[What this task involves] Those lines of the following listing which contain the string "Adera" should be returned.

____

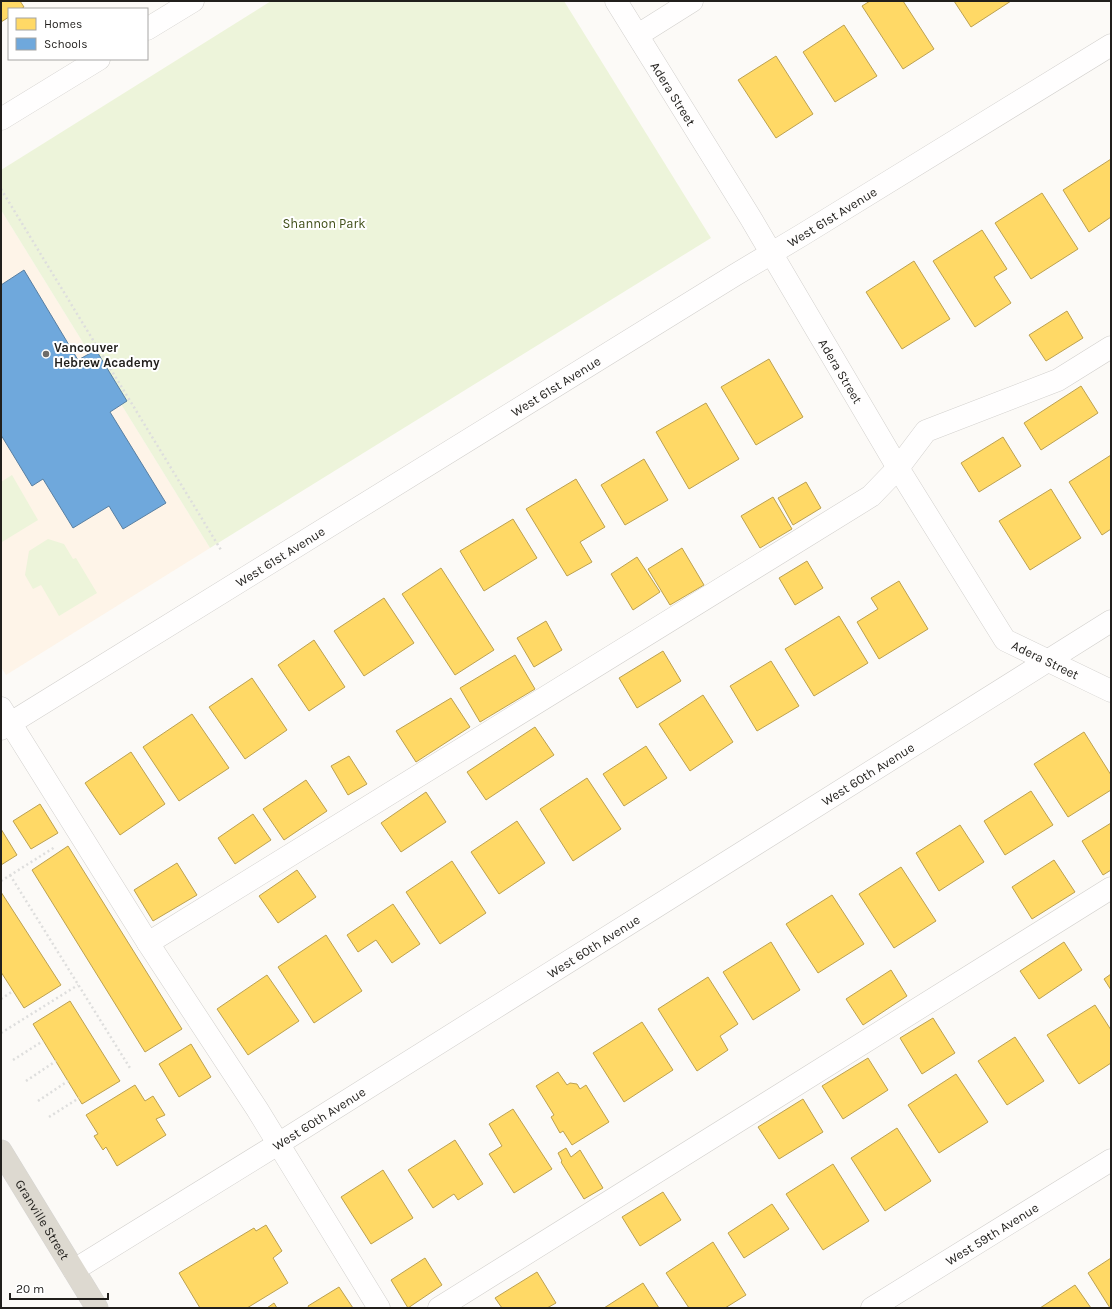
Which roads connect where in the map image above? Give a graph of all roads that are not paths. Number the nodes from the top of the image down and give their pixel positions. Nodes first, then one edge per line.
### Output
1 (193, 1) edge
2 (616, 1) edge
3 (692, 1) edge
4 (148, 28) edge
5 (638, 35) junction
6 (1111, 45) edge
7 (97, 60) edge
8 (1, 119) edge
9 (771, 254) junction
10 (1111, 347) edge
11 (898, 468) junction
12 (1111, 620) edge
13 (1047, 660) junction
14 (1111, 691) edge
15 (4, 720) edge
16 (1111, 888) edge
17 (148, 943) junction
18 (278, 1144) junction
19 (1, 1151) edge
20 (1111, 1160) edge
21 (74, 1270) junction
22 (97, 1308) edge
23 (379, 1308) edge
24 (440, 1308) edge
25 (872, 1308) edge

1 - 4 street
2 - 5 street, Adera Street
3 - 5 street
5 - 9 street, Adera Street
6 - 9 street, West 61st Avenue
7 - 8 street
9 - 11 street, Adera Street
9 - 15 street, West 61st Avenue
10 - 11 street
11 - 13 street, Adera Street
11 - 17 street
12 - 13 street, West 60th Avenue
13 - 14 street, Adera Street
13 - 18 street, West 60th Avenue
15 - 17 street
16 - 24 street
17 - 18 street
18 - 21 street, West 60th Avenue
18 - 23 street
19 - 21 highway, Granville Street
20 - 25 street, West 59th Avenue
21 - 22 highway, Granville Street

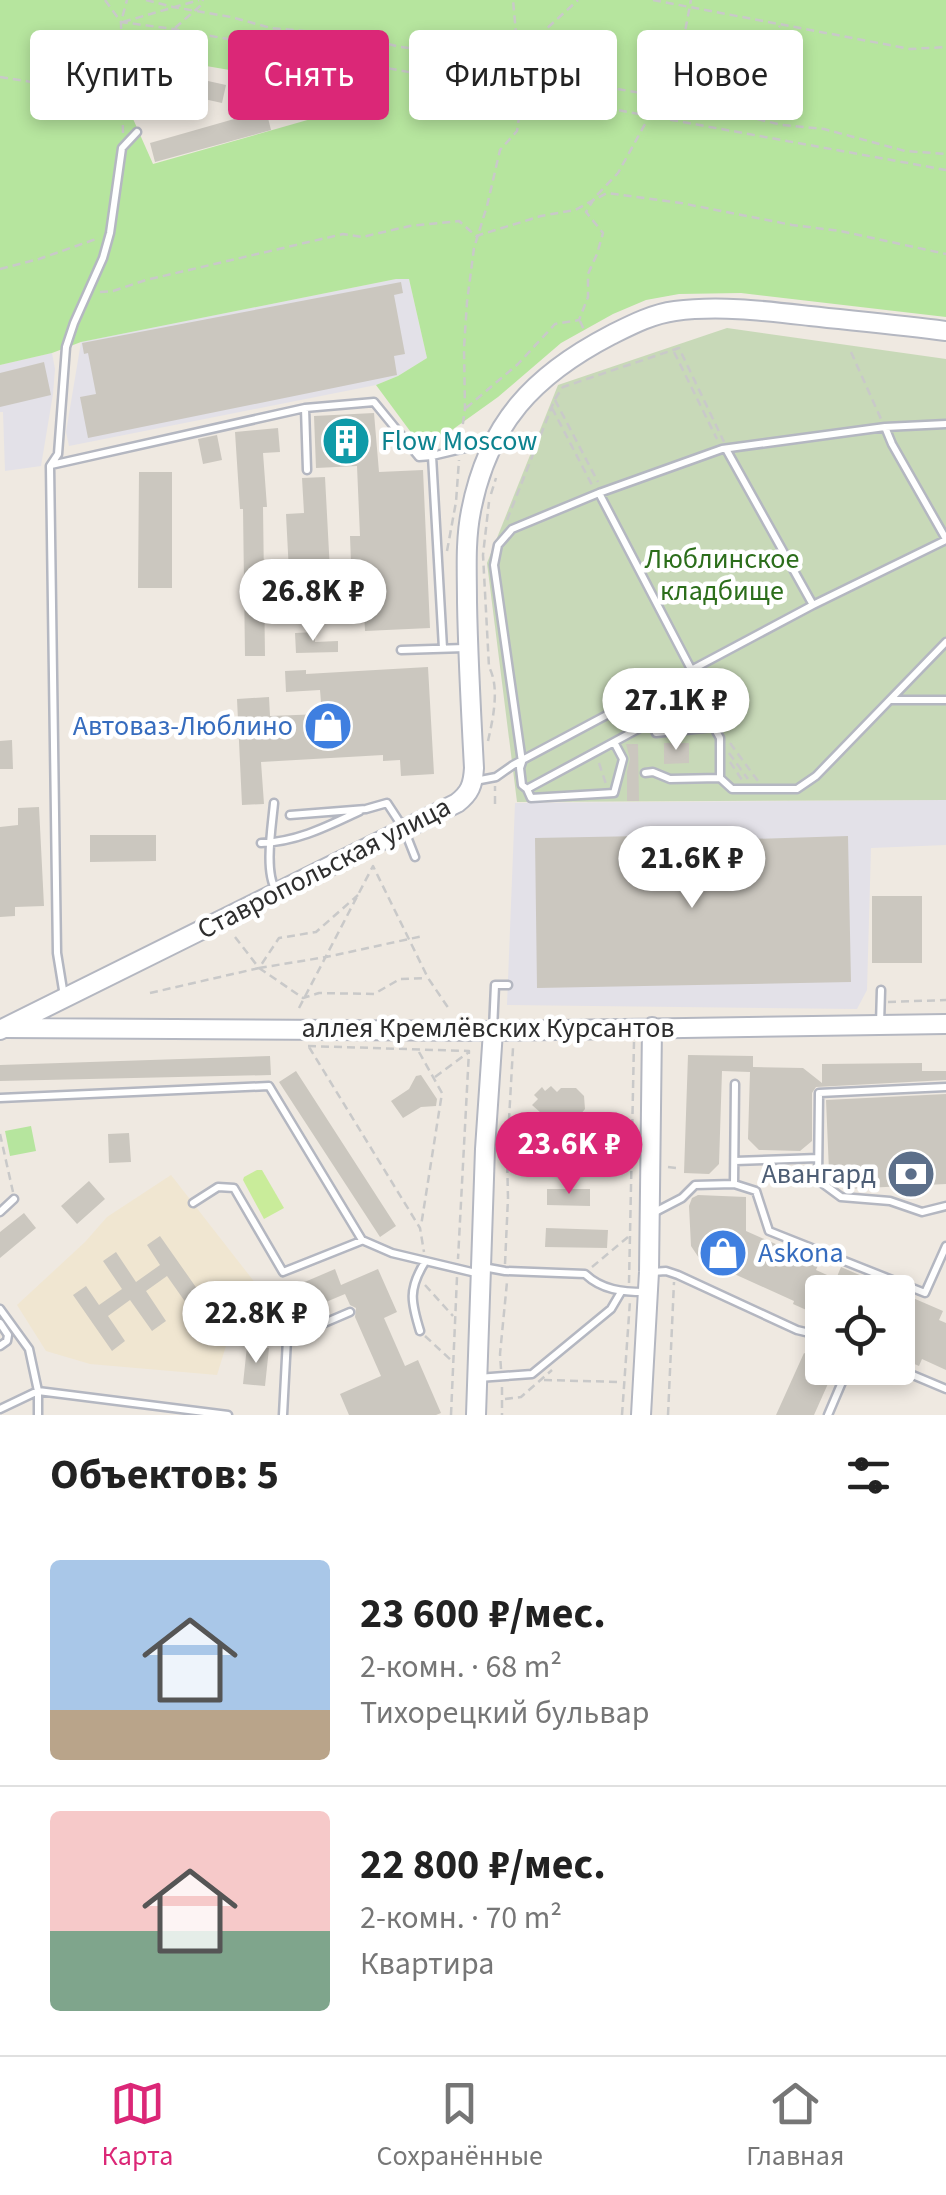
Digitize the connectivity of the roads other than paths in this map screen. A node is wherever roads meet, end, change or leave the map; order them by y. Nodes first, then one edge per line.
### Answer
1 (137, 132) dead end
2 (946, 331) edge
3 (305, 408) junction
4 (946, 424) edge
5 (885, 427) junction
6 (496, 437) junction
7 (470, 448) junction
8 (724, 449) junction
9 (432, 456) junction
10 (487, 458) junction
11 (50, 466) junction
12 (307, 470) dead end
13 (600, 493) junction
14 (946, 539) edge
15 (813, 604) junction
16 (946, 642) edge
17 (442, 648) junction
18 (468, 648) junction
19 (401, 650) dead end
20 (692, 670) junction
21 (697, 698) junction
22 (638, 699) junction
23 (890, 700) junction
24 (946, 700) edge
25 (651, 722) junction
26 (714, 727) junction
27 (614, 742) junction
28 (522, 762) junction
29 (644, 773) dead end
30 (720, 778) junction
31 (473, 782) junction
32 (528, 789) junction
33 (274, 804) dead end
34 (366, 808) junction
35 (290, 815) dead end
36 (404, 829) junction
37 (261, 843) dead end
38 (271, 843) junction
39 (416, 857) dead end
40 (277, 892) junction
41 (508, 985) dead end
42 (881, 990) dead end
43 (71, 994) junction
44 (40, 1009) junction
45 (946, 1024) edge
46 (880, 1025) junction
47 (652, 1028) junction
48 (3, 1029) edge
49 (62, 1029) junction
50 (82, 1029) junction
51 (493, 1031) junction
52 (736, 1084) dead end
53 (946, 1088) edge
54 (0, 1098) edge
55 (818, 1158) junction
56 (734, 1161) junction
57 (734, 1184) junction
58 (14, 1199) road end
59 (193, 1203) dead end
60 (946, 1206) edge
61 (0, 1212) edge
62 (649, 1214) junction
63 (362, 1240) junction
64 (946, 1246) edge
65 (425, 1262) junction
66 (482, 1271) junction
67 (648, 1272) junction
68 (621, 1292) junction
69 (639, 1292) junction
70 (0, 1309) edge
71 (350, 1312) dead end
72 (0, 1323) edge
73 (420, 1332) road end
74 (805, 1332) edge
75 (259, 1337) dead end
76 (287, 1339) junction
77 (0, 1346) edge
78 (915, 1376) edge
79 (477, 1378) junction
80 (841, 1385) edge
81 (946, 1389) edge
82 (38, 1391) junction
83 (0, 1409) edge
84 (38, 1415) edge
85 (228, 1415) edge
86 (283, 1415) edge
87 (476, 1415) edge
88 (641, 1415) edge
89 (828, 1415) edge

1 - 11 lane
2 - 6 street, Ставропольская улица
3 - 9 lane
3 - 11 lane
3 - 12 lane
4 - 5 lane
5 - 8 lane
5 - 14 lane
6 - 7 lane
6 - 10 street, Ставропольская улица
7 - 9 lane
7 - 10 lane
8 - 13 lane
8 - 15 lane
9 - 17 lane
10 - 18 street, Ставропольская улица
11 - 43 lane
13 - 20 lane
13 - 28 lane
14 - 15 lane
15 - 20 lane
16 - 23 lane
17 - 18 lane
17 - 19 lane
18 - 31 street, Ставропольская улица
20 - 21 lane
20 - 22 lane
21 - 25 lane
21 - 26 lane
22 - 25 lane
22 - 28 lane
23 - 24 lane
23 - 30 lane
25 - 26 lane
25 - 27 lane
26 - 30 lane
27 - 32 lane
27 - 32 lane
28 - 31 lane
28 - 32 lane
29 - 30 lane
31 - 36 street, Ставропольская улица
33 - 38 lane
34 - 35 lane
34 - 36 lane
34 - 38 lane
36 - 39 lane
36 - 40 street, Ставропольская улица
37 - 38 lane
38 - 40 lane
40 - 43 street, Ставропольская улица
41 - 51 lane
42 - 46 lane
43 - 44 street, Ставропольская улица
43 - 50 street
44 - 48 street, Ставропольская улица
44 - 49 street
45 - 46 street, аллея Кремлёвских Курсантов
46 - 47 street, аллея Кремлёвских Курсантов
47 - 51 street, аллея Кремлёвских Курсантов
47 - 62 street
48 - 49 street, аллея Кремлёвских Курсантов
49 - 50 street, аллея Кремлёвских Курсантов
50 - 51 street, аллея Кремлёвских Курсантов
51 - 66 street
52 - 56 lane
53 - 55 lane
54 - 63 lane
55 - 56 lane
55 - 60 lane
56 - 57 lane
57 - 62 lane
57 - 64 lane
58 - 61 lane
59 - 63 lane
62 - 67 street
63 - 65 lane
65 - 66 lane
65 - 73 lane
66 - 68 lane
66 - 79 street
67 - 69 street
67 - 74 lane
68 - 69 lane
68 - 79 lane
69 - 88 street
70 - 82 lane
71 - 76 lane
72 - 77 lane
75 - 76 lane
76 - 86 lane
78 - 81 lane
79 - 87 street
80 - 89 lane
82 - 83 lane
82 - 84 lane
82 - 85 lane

____

[Response]
2 - 5 street, Adera Street
5 - 9 street, Adera Street
9 - 11 street, Adera Street
11 - 13 street, Adera Street
13 - 14 street, Adera Street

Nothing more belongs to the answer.